Search the listing for the string "paths" and copy every line that contains it.

--

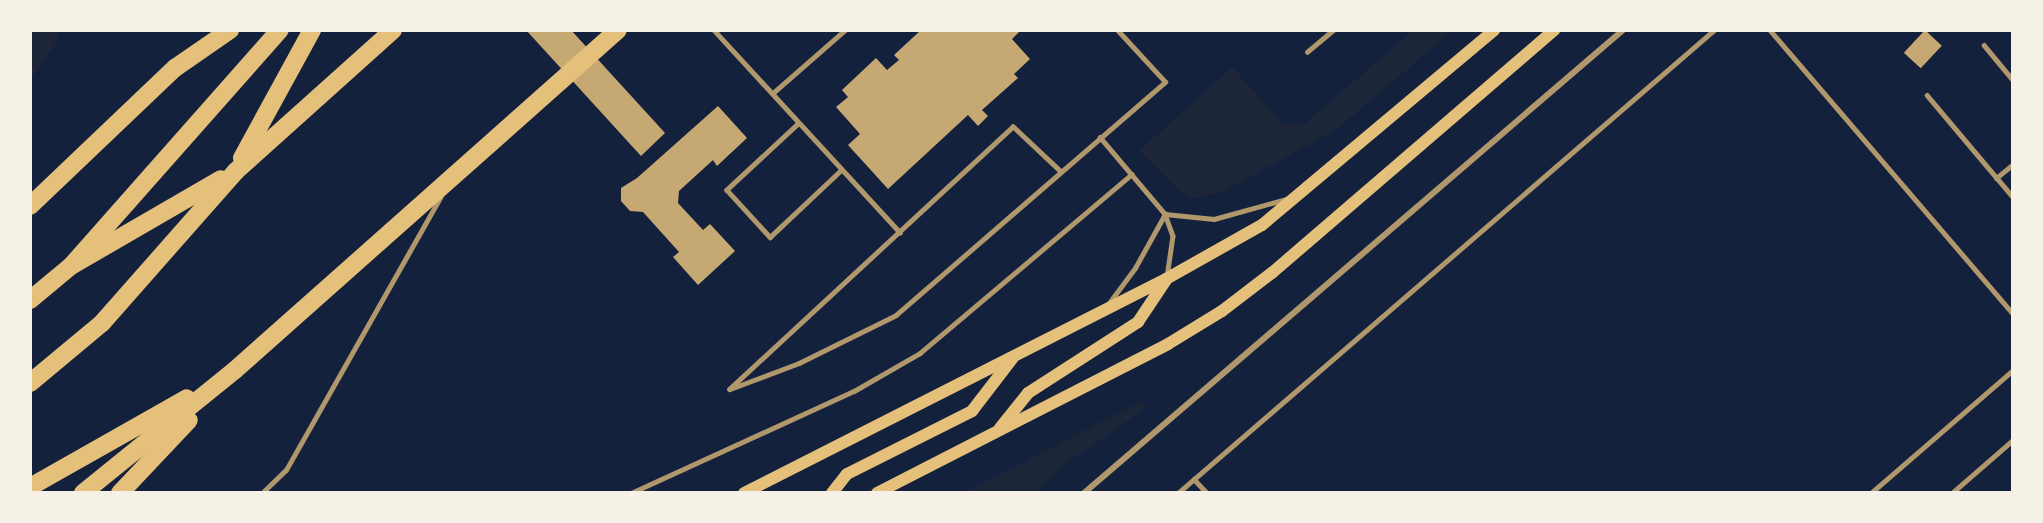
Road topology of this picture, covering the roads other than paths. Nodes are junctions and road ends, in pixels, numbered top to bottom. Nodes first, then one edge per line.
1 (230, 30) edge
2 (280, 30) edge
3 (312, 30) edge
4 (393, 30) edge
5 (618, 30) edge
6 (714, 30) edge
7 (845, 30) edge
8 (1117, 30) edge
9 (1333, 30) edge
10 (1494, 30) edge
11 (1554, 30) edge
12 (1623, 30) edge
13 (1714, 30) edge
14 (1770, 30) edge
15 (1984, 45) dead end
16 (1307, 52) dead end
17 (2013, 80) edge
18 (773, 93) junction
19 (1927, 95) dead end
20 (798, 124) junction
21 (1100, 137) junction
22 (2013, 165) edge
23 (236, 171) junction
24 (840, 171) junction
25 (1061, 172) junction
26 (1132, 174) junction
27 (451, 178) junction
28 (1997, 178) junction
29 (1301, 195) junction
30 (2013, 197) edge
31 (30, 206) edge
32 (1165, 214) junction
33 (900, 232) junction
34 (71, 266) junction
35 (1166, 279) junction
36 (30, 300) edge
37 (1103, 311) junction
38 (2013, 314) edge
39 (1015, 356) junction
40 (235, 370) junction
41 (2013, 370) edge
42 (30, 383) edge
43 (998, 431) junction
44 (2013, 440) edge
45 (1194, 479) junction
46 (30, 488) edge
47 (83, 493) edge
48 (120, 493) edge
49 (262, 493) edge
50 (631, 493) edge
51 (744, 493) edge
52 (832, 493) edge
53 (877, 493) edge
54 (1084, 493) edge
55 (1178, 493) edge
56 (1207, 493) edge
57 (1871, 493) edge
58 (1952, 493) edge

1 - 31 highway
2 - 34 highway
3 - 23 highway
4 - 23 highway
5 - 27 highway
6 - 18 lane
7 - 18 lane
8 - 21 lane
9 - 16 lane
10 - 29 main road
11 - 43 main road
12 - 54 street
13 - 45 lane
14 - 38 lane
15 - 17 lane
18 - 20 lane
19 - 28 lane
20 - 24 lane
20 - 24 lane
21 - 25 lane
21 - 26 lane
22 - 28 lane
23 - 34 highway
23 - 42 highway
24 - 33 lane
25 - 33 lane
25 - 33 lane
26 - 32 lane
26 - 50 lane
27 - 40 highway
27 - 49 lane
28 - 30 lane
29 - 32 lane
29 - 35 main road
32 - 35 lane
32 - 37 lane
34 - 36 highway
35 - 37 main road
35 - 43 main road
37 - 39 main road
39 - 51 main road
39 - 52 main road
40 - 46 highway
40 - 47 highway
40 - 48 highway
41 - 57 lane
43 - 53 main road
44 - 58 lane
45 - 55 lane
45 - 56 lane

--

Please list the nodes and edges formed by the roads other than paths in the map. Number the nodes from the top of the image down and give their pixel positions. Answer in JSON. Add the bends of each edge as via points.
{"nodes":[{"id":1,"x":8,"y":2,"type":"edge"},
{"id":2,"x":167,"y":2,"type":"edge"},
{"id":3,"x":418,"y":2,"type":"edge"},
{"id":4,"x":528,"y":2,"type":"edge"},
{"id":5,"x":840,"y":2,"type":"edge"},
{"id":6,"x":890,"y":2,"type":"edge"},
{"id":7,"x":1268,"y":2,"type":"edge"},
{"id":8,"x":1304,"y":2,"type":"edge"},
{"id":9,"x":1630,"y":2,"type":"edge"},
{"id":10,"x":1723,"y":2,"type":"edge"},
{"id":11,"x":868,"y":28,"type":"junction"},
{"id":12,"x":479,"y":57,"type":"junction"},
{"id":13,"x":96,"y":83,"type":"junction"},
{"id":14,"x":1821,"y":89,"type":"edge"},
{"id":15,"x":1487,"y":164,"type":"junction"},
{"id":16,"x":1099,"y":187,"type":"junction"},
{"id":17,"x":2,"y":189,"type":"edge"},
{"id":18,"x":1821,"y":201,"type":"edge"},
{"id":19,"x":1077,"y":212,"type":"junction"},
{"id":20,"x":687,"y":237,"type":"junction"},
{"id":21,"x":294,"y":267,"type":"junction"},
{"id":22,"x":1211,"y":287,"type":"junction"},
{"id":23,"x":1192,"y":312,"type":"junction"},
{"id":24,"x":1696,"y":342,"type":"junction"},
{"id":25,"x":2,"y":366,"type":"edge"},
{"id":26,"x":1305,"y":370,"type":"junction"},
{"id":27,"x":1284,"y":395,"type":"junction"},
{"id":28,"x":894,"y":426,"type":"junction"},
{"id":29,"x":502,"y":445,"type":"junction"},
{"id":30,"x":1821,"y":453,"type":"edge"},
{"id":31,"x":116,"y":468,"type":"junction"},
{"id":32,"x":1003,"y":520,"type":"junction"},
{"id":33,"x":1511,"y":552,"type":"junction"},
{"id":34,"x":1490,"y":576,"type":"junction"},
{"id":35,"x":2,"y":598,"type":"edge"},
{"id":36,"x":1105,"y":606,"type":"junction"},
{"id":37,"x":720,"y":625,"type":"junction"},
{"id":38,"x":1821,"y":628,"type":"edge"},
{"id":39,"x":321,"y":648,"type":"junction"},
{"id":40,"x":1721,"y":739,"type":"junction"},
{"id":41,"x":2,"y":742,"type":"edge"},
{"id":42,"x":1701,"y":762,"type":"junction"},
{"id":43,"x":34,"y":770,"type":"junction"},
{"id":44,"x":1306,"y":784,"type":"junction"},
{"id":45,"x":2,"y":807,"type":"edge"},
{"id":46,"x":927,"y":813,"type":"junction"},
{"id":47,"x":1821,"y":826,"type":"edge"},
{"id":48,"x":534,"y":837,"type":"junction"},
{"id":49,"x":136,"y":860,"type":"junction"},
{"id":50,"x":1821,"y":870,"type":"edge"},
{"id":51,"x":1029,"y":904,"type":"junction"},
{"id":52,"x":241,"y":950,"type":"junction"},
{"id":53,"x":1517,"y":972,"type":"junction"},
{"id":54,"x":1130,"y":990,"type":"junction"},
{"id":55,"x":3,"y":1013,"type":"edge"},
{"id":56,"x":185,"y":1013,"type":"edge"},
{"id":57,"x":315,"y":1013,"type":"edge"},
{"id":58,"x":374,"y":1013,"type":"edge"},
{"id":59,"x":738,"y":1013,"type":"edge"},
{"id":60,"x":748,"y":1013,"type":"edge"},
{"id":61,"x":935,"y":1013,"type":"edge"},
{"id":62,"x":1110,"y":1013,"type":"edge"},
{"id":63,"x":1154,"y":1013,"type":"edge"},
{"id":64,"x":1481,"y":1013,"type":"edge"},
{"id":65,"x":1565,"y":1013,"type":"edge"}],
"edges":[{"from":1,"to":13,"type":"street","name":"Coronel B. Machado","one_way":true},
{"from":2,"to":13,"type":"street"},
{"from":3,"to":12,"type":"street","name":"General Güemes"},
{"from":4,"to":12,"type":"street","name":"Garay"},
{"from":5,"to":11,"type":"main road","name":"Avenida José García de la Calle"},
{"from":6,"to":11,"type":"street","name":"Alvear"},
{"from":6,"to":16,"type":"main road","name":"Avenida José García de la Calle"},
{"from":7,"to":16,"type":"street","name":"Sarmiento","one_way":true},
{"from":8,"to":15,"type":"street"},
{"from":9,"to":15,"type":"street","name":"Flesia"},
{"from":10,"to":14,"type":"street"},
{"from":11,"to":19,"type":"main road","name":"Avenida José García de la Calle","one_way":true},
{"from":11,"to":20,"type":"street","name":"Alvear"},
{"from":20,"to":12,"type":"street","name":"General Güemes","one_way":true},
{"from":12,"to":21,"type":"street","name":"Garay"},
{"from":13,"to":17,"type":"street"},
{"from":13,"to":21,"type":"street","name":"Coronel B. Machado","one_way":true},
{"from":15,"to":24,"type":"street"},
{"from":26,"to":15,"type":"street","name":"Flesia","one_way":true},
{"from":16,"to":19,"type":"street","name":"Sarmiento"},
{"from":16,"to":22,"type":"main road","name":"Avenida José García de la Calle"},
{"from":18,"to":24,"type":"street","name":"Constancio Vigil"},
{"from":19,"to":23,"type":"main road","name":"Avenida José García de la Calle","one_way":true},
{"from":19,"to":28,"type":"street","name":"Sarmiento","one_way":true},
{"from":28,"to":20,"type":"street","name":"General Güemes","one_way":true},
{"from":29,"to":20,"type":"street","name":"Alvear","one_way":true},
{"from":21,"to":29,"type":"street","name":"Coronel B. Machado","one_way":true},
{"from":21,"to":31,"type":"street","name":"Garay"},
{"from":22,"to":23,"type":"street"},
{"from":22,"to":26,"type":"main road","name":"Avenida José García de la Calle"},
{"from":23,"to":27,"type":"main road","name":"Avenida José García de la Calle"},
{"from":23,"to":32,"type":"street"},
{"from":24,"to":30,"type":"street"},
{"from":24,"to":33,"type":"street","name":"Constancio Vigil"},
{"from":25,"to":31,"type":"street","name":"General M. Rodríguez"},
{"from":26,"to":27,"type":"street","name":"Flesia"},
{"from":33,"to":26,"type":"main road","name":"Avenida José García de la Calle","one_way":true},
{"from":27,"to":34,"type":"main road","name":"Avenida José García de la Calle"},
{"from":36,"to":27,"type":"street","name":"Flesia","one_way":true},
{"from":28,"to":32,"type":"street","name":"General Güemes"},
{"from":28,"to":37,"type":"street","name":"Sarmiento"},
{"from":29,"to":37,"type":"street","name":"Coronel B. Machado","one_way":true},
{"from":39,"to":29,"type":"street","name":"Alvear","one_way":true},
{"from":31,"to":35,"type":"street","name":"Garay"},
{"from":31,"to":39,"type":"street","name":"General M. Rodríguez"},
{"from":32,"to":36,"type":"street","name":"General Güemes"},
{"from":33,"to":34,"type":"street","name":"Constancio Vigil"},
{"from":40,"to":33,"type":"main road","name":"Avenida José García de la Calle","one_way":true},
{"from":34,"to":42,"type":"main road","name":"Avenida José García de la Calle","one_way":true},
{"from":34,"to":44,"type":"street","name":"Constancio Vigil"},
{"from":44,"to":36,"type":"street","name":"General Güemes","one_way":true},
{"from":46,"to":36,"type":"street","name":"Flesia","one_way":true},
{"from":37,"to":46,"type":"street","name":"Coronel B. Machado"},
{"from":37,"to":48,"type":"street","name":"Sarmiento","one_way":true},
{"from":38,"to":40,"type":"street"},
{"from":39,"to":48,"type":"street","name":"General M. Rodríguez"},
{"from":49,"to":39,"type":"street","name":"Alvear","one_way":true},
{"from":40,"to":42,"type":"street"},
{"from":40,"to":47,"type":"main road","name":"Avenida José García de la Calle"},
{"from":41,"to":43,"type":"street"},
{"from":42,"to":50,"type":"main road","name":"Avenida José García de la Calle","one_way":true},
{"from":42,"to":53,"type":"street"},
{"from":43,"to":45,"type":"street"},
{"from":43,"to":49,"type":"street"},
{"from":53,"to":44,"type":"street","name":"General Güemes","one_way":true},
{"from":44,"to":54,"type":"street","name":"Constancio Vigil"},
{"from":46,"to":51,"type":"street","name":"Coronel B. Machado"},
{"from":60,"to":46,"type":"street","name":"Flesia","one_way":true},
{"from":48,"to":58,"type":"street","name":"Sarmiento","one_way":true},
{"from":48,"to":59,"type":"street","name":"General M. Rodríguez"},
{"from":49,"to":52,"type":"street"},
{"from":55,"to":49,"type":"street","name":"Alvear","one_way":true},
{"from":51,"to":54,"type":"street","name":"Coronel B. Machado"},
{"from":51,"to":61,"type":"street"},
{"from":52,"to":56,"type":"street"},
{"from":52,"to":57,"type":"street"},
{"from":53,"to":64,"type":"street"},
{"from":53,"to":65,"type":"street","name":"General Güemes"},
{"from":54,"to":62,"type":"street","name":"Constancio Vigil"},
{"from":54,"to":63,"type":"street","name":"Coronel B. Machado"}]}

--

§ The completed task
Road topology of this picture, covering the roads other than paths. Nodes are junctions and road ends, in pixels, numbered top to bottom. Nodes first, then one edge per line.
Please list the nodes and edges formed by the roads other than paths in the map. Number the nodes from the top of the image down and give their pixel positions. Answer in JSON. Add the bends of each edge as via points.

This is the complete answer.